Chiamai mia mamma lei rispose quindi ero ancora nel regno dei vivi, le chiesi il perché non mi riflettessi nello specchio e lei con un'aria triste e sconsolata disse <tesoro tu dentro sei morto non c'è più un Jack nel mondo c'è solo un corpo, di nome Jack, ormai sei entrato nella oscurità più tenebrosa, e per sopravvivere dovrai uccidere tante persone> e poi andandosene aggiunse, sotto voce <anche a lui, mio figlio>, e pensando che io non avevo sentito se ne andò piangendo.

Quel giorno, dopo aver scoperto che le mie speranze per diventare una brava persona erano state bruciate, diventò il giorno più brutto di tutta la mia vita. Poi con la mano toccai i miei denti affilati, lì mi resi conto di non essere più una persona ma un mostro.

Purtroppo la sete di sangue arrivò anche nella mia bocca cercai un modo per soffocarla ma era tutto inutile.

C'era brutto tempo quindi presi l'ombrello nero con il manico d'oro di mia madre e andai per le strade del mio quartiere in c'era di una vittima, vidi una ragazza magra, molto carina con i capelli ricci color rame, gli occhi verde smeraldo la carnagione molto chiara le lentiggini arancioni che le ricoprivano il naso aquilino, non veleno farle del male, però la mia fame era implacabile.

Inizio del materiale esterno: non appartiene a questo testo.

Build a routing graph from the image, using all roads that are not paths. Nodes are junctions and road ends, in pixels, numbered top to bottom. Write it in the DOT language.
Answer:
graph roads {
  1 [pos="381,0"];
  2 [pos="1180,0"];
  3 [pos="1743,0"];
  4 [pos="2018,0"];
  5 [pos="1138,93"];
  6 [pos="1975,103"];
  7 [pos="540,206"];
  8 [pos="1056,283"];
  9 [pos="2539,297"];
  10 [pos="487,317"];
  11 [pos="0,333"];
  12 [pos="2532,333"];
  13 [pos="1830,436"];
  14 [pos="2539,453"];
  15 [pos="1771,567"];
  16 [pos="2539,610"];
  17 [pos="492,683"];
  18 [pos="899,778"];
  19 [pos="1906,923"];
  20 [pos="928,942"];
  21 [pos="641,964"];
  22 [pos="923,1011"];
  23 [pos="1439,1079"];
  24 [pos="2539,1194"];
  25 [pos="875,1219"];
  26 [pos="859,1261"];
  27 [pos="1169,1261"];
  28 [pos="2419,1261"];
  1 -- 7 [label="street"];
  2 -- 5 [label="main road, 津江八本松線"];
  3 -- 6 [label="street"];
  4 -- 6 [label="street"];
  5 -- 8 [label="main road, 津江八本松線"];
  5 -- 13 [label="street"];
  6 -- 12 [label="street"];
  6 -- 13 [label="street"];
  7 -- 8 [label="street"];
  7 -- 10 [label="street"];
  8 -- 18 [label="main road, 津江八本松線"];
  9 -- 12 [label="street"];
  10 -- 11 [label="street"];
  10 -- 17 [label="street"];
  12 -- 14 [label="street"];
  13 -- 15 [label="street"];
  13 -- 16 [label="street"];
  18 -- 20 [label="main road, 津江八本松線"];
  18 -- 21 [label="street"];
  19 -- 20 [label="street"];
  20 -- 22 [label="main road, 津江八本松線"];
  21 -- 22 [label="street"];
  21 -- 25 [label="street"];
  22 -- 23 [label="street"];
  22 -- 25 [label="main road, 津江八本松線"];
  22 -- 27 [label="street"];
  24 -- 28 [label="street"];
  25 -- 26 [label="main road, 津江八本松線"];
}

Dopo averla morsa e succhiato tutto il sangue che c'era, era morta, vidi un piccolo cristallo luminoso sopra il freddo cadavere lo presi in mano e lo misi nella mia buia tasca.

Per liberarmi della ragazza legai i suoi piedi a un mattone con una corda resistente, poi con la barca in legno comprata al mare da mio padre la portai a largo nelle acque più profonde del lago dove buttai il corpo senza vita della ragazza.

Dopo aver messo a posta la barca di mio papà, tornai a casa, andai nella falegnameria estrassi dalla mia tasca quel piccolo cristallo luminoso e lo feci vedere a mio padre, disse che non sapeva di che cosa si trattasse e di farlo vedere a William, il bastardo che mi aveva morso, non ci parlavaamo dal giorno dell'accaduto.

Il giorno dopo andai di nuovo nella sua stanza per il cristallo, però questa volta con un cucchiaio di legno, che sostituiva il paletto, da infilzare nel suo cuore, per sicurezza.

Gli chiesi che cosa fosse quell'oggetto luminoso e lui rispose che erano le anime delle vittime uccise da vampiri per ricordare la loro vita terrena.